§ **Data provided**:
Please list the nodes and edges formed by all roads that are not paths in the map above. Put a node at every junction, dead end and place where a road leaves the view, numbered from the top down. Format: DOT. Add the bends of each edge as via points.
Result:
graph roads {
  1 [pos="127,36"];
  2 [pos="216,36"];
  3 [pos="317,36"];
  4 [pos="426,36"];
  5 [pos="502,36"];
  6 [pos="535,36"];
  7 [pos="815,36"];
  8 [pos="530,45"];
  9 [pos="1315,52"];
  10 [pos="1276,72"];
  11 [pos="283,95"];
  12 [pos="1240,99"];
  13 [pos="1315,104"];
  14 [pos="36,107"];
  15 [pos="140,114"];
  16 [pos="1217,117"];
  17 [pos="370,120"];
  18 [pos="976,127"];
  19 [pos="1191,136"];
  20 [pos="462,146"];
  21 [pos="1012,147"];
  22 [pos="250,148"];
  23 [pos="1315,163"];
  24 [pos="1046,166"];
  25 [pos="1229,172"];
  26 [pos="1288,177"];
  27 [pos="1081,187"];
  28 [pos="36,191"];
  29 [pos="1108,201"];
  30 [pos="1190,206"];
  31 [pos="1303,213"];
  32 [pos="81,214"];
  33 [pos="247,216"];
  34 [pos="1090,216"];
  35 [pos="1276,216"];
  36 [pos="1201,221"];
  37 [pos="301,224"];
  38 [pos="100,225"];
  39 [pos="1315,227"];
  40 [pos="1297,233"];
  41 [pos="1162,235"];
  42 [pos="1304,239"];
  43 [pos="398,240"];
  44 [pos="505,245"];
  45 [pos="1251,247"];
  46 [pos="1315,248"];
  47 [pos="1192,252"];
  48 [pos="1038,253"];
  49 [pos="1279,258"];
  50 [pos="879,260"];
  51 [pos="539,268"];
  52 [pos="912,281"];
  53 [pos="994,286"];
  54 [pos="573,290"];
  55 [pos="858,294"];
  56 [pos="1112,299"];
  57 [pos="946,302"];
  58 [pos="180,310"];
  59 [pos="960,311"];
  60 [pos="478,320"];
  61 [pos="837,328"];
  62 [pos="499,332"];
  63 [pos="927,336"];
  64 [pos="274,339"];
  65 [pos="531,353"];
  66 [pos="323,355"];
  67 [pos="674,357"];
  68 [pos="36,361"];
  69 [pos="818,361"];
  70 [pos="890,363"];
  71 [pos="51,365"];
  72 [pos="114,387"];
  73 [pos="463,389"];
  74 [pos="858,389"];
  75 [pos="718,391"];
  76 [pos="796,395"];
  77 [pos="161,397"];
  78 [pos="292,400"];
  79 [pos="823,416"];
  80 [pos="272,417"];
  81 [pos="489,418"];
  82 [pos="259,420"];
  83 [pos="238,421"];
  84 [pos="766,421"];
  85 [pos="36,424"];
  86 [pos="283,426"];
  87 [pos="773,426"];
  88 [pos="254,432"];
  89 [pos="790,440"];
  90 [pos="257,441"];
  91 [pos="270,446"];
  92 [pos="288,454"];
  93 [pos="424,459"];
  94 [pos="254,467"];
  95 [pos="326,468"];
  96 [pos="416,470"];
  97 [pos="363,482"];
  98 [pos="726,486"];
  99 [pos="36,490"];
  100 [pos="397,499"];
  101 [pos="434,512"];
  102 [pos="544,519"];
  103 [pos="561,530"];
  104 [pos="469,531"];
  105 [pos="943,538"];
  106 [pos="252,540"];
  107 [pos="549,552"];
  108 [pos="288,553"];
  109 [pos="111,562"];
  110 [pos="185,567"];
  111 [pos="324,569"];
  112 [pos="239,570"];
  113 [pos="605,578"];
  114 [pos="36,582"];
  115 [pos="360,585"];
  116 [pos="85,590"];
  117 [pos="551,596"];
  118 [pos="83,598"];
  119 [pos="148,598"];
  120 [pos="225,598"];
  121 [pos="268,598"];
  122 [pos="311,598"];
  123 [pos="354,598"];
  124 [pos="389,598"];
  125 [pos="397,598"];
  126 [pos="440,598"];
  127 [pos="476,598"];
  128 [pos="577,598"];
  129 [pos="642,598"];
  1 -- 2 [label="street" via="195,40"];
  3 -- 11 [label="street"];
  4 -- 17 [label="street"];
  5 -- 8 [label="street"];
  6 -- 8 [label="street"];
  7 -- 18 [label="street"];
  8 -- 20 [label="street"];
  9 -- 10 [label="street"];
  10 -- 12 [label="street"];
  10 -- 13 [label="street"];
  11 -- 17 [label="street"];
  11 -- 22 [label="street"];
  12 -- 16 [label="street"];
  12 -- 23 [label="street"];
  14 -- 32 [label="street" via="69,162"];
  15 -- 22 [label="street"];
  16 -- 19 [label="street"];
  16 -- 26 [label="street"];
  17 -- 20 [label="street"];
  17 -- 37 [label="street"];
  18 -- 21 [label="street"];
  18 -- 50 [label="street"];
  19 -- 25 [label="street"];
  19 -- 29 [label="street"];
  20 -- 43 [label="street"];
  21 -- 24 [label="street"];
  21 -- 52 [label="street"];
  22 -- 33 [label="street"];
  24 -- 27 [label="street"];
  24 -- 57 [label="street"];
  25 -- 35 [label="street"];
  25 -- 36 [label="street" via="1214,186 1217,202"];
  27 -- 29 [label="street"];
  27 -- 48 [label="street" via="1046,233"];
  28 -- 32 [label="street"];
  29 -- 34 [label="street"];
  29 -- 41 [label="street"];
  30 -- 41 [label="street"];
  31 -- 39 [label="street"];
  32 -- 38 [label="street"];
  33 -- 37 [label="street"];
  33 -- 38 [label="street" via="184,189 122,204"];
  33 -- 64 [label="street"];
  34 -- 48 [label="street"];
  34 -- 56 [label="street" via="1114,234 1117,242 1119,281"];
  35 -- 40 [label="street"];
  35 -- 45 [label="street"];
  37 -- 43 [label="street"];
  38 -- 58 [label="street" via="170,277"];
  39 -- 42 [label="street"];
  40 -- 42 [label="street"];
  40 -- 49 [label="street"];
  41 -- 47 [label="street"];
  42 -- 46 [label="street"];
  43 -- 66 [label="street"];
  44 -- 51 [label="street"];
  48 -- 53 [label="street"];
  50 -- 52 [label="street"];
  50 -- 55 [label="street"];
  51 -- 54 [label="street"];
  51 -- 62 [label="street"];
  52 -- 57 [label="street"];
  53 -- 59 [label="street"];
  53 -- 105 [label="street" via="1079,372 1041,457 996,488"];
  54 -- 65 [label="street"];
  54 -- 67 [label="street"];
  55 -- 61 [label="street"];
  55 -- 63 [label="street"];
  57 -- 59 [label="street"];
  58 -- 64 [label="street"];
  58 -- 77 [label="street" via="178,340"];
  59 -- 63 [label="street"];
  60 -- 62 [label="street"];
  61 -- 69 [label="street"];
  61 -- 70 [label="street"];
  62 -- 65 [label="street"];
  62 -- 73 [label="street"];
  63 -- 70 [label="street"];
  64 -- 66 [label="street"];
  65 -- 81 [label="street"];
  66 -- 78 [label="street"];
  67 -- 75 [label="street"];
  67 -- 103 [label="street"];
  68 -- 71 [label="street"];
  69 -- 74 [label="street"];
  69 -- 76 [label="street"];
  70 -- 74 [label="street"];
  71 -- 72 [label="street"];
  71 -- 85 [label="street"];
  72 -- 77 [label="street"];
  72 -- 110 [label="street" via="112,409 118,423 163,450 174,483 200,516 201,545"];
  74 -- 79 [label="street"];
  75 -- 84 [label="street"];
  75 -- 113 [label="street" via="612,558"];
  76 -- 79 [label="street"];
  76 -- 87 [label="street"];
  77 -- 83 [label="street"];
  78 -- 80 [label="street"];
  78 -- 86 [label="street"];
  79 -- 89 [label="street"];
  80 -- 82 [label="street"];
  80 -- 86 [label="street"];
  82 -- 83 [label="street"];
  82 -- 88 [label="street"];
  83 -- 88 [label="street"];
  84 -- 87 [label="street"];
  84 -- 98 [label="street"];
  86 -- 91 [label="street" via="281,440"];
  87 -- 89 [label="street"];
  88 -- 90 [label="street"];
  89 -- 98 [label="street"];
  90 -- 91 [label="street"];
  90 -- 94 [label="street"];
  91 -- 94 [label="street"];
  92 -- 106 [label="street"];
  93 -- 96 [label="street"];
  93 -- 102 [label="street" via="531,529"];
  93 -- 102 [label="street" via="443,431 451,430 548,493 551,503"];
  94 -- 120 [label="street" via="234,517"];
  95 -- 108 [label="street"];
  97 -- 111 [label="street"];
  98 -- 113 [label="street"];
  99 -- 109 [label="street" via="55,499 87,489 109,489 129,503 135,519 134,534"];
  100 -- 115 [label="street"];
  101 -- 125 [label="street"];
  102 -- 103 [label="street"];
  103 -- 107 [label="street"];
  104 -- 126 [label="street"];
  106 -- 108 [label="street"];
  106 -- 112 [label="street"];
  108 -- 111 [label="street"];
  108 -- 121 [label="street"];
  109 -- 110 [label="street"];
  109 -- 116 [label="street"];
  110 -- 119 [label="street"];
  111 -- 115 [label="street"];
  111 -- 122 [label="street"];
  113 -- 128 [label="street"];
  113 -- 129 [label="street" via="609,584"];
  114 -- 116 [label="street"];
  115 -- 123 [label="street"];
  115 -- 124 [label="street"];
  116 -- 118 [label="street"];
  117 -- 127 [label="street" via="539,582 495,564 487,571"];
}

§ **Action item**: The lines in the records above that include the word "roads" must be copied out.

§ **Written response**:
Please list the nodes and edges formed by all roads that are not paths in the map above. Put a node at every junction, dead end and place where a road leaves the view, numbered from the top down. Format: DOT. Add the bends of each edge as via points.
graph roads {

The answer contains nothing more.